Les fusions ont aussi un coût. Nous avons financé notre rapprochement par redéploiements car nous avons pu dégager une marge de manoeuvre du fait de plans de départs. Si la fusion n'a pas forcément, en elle-même, généré des économies, elle a, à l'inverse, engendré des charges, comme celles relatives à l'harmonisation sociale ou aux déménagements. Notre situation est, à ce titre, plutôt avantageuse puisque notre harmonisation sociale ne s'est pas faite exclusivement à la hausse pour les salariés, comme c'est souvent le cas, avec une diminution du temps de travail et un alignement sur les salaires les plus élevés. Nous avons au contraire, d'un côté, augmenté le temps de travail ainsi que les salaires et avons, de l'autre côté, un peu allégé le temps de travail sans baisser les salaires. Je comprends que certains pensent qu'il était possible de faire mieux mais le risque de blocages sociaux a été évité.
J'ai très agréablement été surprise, notamment sur le plan humain, que la chaîne Franceinfo ait réussi à voir le jour malgré les difficultés inhérentes à ce projet. Cette chaîne est très récente et certains progrès sont donc encore à faire dans l'environnement complexe des chaînes d'information.
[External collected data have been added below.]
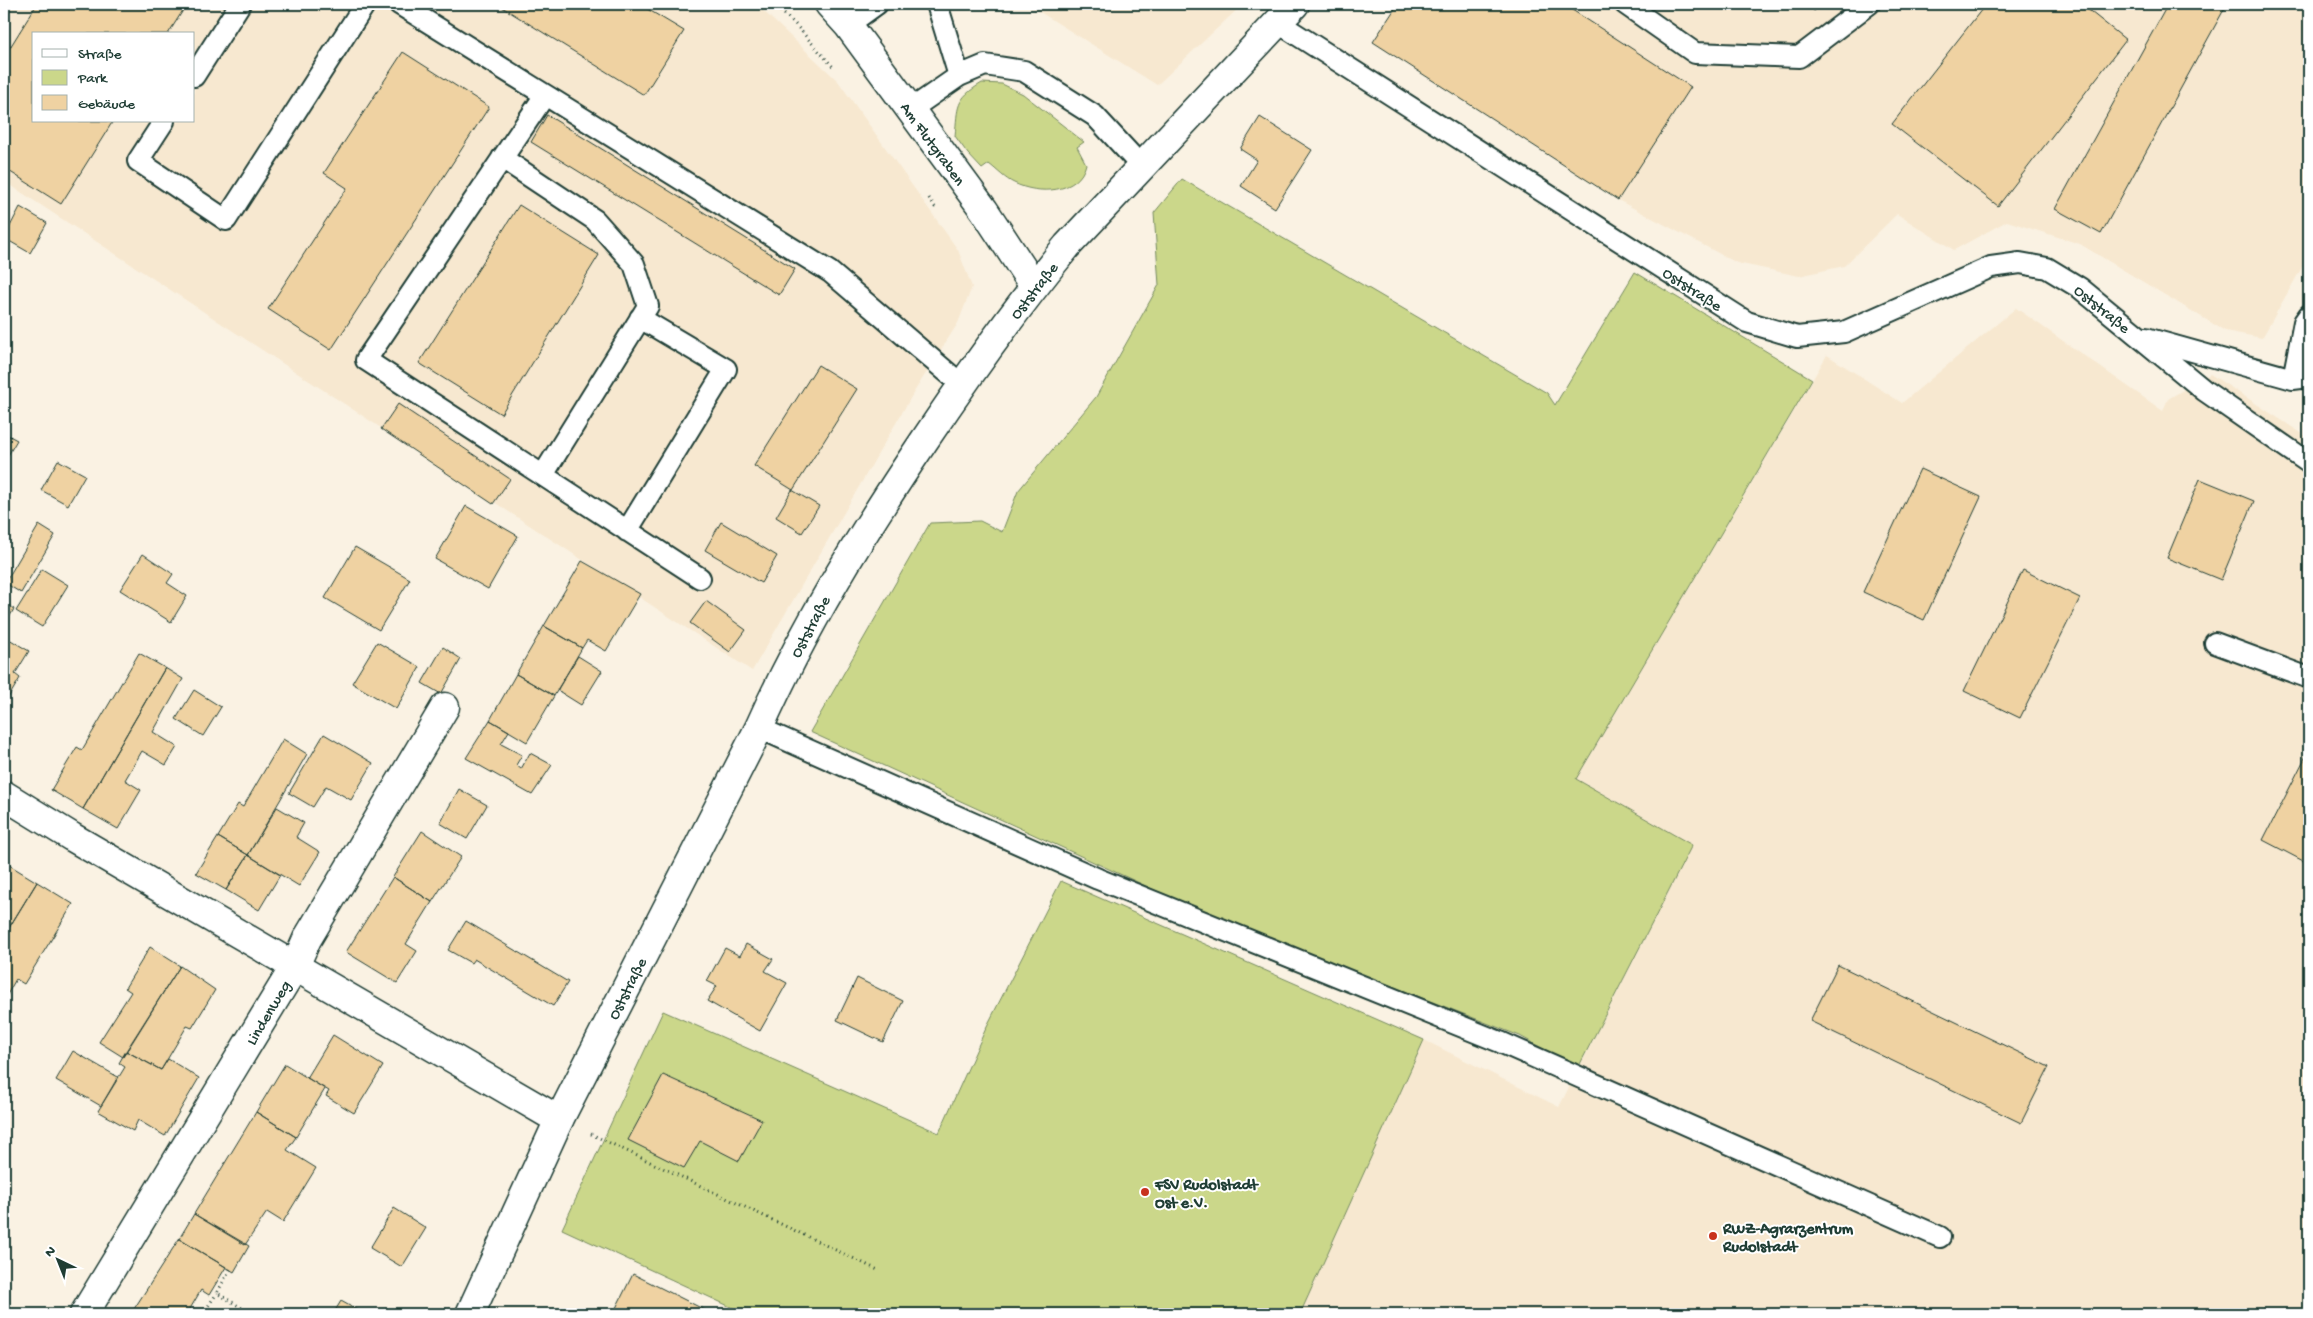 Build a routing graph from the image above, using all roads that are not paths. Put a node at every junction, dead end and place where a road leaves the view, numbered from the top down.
1 (240, 4) edge
2 (365, 4) edge
3 (398, 4) edge
4 (829, 4) edge
5 (877, 4) edge
6 (937, 4) edge
7 (1625, 4) edge
8 (1869, 4) edge
9 (1286, 13) edge
10 (848, 25) junction
11 (195, 74) edge
12 (959, 76) junction
13 (545, 95) junction
14 (910, 110) junction
15 (163, 122) edge
16 (502, 158) junction
17 (1142, 168) junction
18 (1034, 286) junction
19 (2309, 314) edge
20 (640, 318) junction
21 (2137, 336) junction
22 (2301, 378) edge
23 (962, 385) junction
24 (2309, 463) edge
25 (543, 476) junction
26 (627, 531) junction
27 (700, 578) dead end
28 (2215, 643) dead end
29 (2309, 678) edge
30 (445, 707) dead end
31 (759, 728) junction
32 (4, 795) edge
33 (296, 966) junction
34 (559, 1120) junction
35 (1940, 1237) dead end
36 (84, 1314) edge
37 (470, 1314) edge

1 - 11 lane
2 - 15 lane
3 - 13 lane
4 - 10 street, Am Flutgraben
5 - 10 lane
6 - 12 lane
7 - 8 lane
9 - 17 street, Oststraße
9 - 21 lane, Oststraße
10 - 14 street, Am Flutgraben
12 - 14 lane
12 - 17 lane
13 - 16 lane
13 - 23 lane
14 - 18 street, Am Flutgraben
16 - 20 lane
16 - 25 lane
17 - 18 street, Oststraße
18 - 23 street, Oststraße
19 - 22 lane
20 - 25 lane
20 - 26 lane
21 - 22 lane
21 - 24 lane, Oststraße
23 - 31 street, Oststraße
25 - 26 lane
26 - 27 lane
28 - 29 lane
30 - 33 street, Lindenweg
31 - 34 street, Oststraße
31 - 35 lane
32 - 33 street
33 - 34 street
33 - 36 street, Lindenweg
34 - 37 street, Oststraße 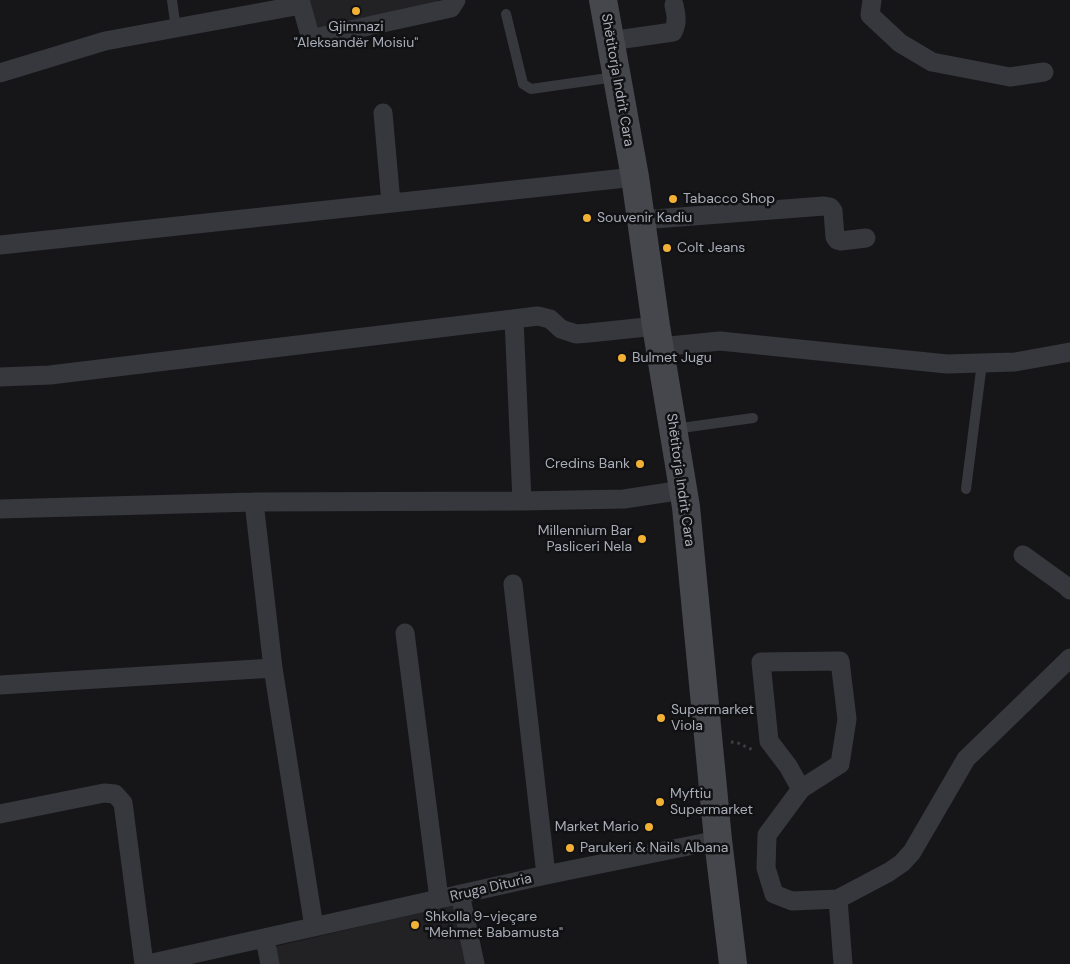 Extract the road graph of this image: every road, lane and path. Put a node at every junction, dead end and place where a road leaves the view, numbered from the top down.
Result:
1 (172, 0) edge
2 (456, 0) edge
3 (603, 0) edge
4 (872, 0) edge
5 (300, 3) edge
6 (674, 5) dead end
7 (506, 14) dead end
8 (176, 29) junction
9 (610, 41) junction
10 (1044, 72) dead end
11 (0, 73) edge
12 (616, 77) junction
13 (384, 113) dead end
14 (635, 177) junction
15 (391, 203) junction
16 (641, 220) junction
17 (866, 238) dead end
18 (0, 245) edge
19 (514, 319) junction
20 (658, 336) junction
21 (1070, 352) edge
22 (982, 363) junction
23 (0, 377) edge
24 (753, 418) dead end
25 (674, 429) junction
26 (966, 489) dead end
27 (683, 490) junction
28 (522, 501) junction
29 (254, 502) junction
30 (0, 509) edge
31 (1023, 555) dead end
32 (514, 584) dead end
33 (1070, 590) edge
34 (404, 633) dead end
35 (1070, 659) edge
36 (273, 668) junction
37 (0, 686) edge
38 (801, 790) junction
39 (0, 814) edge
40 (718, 840) junction
41 (546, 875) junction
42 (460, 894) junction
43 (439, 899) junction
44 (838, 899) junction
45 (314, 927) junction
46 (265, 939) junction
47 (146, 964) edge
48 (270, 964) edge
49 (475, 964) edge
50 (733, 964) edge
51 (843, 964) edge

1 - 8 lane
2 - 5 street
3 - 9 main road, Shëtitorja Indrit Cara
4 - 10 street
5 - 8 street
6 - 9 street
7 - 12 lane
8 - 11 street
9 - 12 main road, Shëtitorja Indrit Cara
12 - 14 main road, Shëtitorja Indrit Cara
13 - 15 street
14 - 15 street
14 - 16 main road, Shëtitorja Indrit Cara
15 - 18 street
16 - 17 street
16 - 20 main road, Shëtitorja Indrit Cara
19 - 20 street
19 - 23 street
19 - 28 street
20 - 22 street
20 - 25 main road, Shëtitorja Indrit Cara
21 - 22 street
22 - 26 lane
24 - 25 lane
25 - 27 main road, Shëtitorja Indrit Cara
27 - 28 street
27 - 40 main road, Shëtitorja Indrit Cara
28 - 29 street
29 - 30 street
29 - 36 street
31 - 33 street
32 - 41 street
34 - 43 street
35 - 44 street
36 - 37 street
36 - 45 street
38 - 38 street
38 - 44 street
39 - 47 street
40 - 41 street, Rruga Dituria
40 - 50 main road, Shëtitorja Indrit Cara
41 - 42 street, Rruga Dituria
42 - 43 street, Rruga Dituria
42 - 49 street
43 - 45 street, Rruga Dituria
44 - 51 street
45 - 46 street, Rruga Dituria
46 - 47 street, Rruga Dituria
46 - 48 street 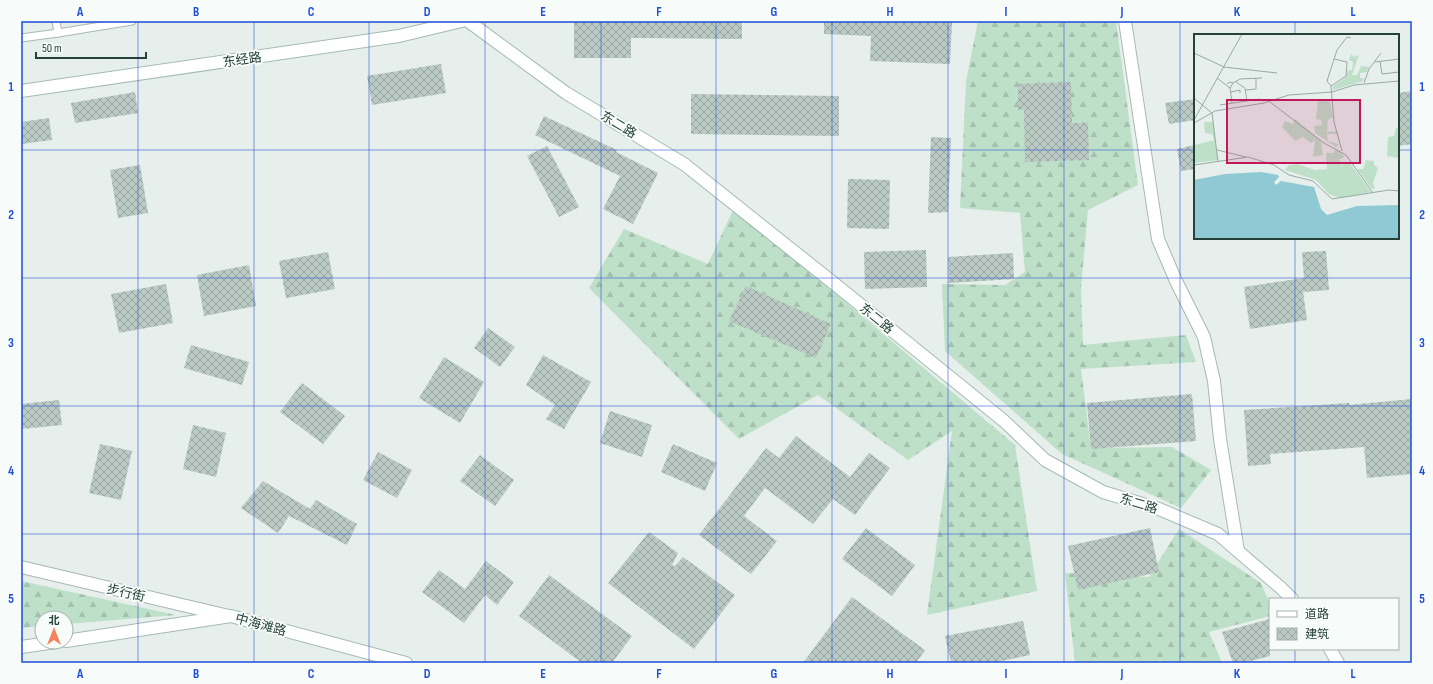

Le parti-pris initial vers le numérique est très marqué et, du fait de la linéarité de cette chaîne, certains ajustements vont être effectués dans une nouvelle grille de programmes à venir. FMM est prestataire mais n'est pas responsable de la ligne éditoriale et de l'édition de cette chaîne qui reviennent à France Télévisions. Si nous n'avons pas directement la responsabilité de Franceinfo, nous constatons qu'elle est un point de rencontre qui donne de la fluidité aux rapports que l'on peut entretenir au sein du service public de l'audiovisuel. Nous collaborons ainsi avec l'INA pour notre dispositif de secours en cas de crue et cela a, plus globalement, donné envie aux gens de faire des choses ensemble.